◆ Task prompt ◆
Every entry must appear in the answer exactly as it does here.
*** Supplied data
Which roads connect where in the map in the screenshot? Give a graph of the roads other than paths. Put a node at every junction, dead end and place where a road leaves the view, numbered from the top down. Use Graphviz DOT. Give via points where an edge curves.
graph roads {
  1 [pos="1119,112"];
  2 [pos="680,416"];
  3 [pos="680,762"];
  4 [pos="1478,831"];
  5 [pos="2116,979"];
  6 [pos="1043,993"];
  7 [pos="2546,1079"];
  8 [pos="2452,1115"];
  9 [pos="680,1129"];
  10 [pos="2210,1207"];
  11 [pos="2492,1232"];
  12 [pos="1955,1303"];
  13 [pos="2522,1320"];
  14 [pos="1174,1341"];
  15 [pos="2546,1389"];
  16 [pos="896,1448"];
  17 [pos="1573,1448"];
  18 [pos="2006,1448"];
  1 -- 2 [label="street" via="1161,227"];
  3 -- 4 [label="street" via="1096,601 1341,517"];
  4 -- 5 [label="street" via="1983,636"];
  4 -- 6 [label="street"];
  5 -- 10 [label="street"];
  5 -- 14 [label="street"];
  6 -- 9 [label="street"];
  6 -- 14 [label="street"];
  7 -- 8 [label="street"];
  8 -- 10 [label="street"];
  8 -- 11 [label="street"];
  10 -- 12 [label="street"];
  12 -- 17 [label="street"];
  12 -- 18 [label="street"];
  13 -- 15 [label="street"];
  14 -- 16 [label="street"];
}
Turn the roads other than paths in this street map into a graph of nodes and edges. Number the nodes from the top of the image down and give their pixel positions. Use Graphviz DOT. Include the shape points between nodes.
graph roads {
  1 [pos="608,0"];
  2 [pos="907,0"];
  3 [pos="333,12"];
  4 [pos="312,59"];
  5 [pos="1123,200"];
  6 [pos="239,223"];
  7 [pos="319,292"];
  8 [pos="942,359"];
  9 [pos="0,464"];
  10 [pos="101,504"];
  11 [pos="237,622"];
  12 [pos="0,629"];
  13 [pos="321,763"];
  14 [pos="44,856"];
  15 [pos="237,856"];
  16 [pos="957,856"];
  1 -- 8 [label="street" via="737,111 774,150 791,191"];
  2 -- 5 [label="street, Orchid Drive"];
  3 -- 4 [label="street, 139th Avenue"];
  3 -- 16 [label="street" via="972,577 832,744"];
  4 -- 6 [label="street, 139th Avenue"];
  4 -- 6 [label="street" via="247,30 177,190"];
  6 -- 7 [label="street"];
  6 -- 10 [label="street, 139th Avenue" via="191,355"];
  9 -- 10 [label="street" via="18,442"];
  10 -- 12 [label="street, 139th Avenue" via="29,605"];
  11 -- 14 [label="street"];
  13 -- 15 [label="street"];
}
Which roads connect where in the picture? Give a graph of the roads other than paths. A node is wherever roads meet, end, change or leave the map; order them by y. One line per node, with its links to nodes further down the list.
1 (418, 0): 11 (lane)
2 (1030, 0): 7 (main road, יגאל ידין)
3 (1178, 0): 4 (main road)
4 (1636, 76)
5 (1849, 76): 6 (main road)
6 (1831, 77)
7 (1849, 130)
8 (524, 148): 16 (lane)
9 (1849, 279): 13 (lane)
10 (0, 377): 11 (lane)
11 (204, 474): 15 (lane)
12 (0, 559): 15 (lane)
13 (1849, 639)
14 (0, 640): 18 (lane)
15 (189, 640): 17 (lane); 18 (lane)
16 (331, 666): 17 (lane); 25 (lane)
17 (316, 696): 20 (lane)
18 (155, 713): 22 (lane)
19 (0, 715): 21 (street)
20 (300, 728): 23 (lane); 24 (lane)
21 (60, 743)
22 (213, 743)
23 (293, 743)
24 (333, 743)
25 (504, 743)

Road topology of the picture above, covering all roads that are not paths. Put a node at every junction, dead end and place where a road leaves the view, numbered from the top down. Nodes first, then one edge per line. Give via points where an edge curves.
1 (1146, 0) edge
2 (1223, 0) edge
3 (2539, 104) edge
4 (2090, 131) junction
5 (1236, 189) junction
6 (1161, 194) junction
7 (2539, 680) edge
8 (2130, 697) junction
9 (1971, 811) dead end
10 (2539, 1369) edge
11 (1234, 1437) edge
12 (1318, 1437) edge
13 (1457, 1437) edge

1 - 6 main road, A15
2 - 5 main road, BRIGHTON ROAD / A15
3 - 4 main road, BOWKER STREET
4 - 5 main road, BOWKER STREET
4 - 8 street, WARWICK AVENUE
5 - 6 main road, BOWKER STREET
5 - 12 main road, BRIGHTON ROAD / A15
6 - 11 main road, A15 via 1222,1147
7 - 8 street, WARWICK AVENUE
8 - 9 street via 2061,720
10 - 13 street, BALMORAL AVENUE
******
◆ Result of the exercise ◆
Which roads connect where in the map in the screenshot? Give a graph of the roads other than paths. Put a node at every junction, dead end and place where a road leaves the view, numbered from the top down. Use Graphviz DOT. Give via points where an edge curves.
graph roads {
  1 [pos="1119,112"];
  2 [pos="680,416"];
  3 [pos="680,762"];
  4 [pos="1478,831"];
  5 [pos="2116,979"];
  6 [pos="1043,993"];
  7 [pos="2546,1079"];
  8 [pos="2452,1115"];
  9 [pos="680,1129"];
  10 [pos="2210,1207"];
  11 [pos="2492,1232"];
  12 [pos="1955,1303"];
  13 [pos="2522,1320"];
  14 [pos="1174,1341"];
  15 [pos="2546,1389"];
  16 [pos="896,1448"];
  17 [pos="1573,1448"];
  18 [pos="2006,1448"];
  1 -- 2 [label="street" via="1161,227"];
  3 -- 4 [label="street" via="1096,601 1341,517"];
  4 -- 5 [label="street" via="1983,636"];
  4 -- 6 [label="street"];
  5 -- 10 [label="street"];
  5 -- 14 [label="street"];
  6 -- 9 [label="street"];
  6 -- 14 [label="street"];
  7 -- 8 [label="street"];
  8 -- 10 [label="street"];
  8 -- 11 [label="street"];
  10 -- 12 [label="street"];
  12 -- 17 [label="street"];
  12 -- 18 [label="street"];
  13 -- 15 [label="street"];
  14 -- 16 [label="street"];
}
Turn the roads other than paths in this street map into a graph of nodes and edges. Number the nodes from the top of the image down and give their pixel positions. Use Graphviz DOT. Include the shape points between nodes.
graph roads {
  1 [pos="608,0"];
  2 [pos="907,0"];
  3 [pos="333,12"];
  4 [pos="312,59"];
  5 [pos="1123,200"];
  6 [pos="239,223"];
  7 [pos="319,292"];
  8 [pos="942,359"];
  9 [pos="0,464"];
  10 [pos="101,504"];
  11 [pos="237,622"];
  12 [pos="0,629"];
  13 [pos="321,763"];
  14 [pos="44,856"];
  15 [pos="237,856"];
  16 [pos="957,856"];
  1 -- 8 [label="street" via="737,111 774,150 791,191"];
  2 -- 5 [label="street, Orchid Drive"];
  3 -- 4 [label="street, 139th Avenue"];
  3 -- 16 [label="street" via="972,577 832,744"];
  4 -- 6 [label="street, 139th Avenue"];
  4 -- 6 [label="street" via="247,30 177,190"];
  6 -- 7 [label="street"];
  6 -- 10 [label="street, 139th Avenue" via="191,355"];
  9 -- 10 [label="street" via="18,442"];
  10 -- 12 [label="street, 139th Avenue" via="29,605"];
  11 -- 14 [label="street"];
  13 -- 15 [label="street"];
}
Which roads connect where in the picture? Give a graph of the roads other than paths. A node is wherever roads meet, end, change or leave the map; order them by y. One line per node, with its links to nodes further down the list.
1 (418, 0): 11 (lane)
2 (1030, 0): 7 (main road, יגאל ידין)
3 (1178, 0): 4 (main road)
4 (1636, 76)
5 (1849, 76): 6 (main road)
6 (1831, 77)
7 (1849, 130)
8 (524, 148): 16 (lane)
9 (1849, 279): 13 (lane)
10 (0, 377): 11 (lane)
11 (204, 474): 15 (lane)
12 (0, 559): 15 (lane)
13 (1849, 639)
14 (0, 640): 18 (lane)
15 (189, 640): 17 (lane); 18 (lane)
16 (331, 666): 17 (lane); 25 (lane)
17 (316, 696): 20 (lane)
18 (155, 713): 22 (lane)
19 (0, 715): 21 (street)
20 (300, 728): 23 (lane); 24 (lane)
21 (60, 743)
22 (213, 743)
23 (293, 743)
24 (333, 743)
25 (504, 743)

Road topology of the picture above, covering all roads that are not paths. Put a node at every junction, dead end and place where a road leaves the view, numbered from the top down. Nodes first, then one edge per line. Give via points where an edge curves.
1 (1146, 0) edge
2 (1223, 0) edge
3 (2539, 104) edge
4 (2090, 131) junction
5 (1236, 189) junction
6 (1161, 194) junction
7 (2539, 680) edge
8 (2130, 697) junction
9 (1971, 811) dead end
10 (2539, 1369) edge
11 (1234, 1437) edge
12 (1318, 1437) edge
13 (1457, 1437) edge

1 - 6 main road, A15
2 - 5 main road, BRIGHTON ROAD / A15
3 - 4 main road, BOWKER STREET
4 - 5 main road, BOWKER STREET
4 - 8 street, WARWICK AVENUE
5 - 6 main road, BOWKER STREET
5 - 12 main road, BRIGHTON ROAD / A15
6 - 11 main road, A15 via 1222,1147
7 - 8 street, WARWICK AVENUE
8 - 9 street via 2061,720
10 - 13 street, BALMORAL AVENUE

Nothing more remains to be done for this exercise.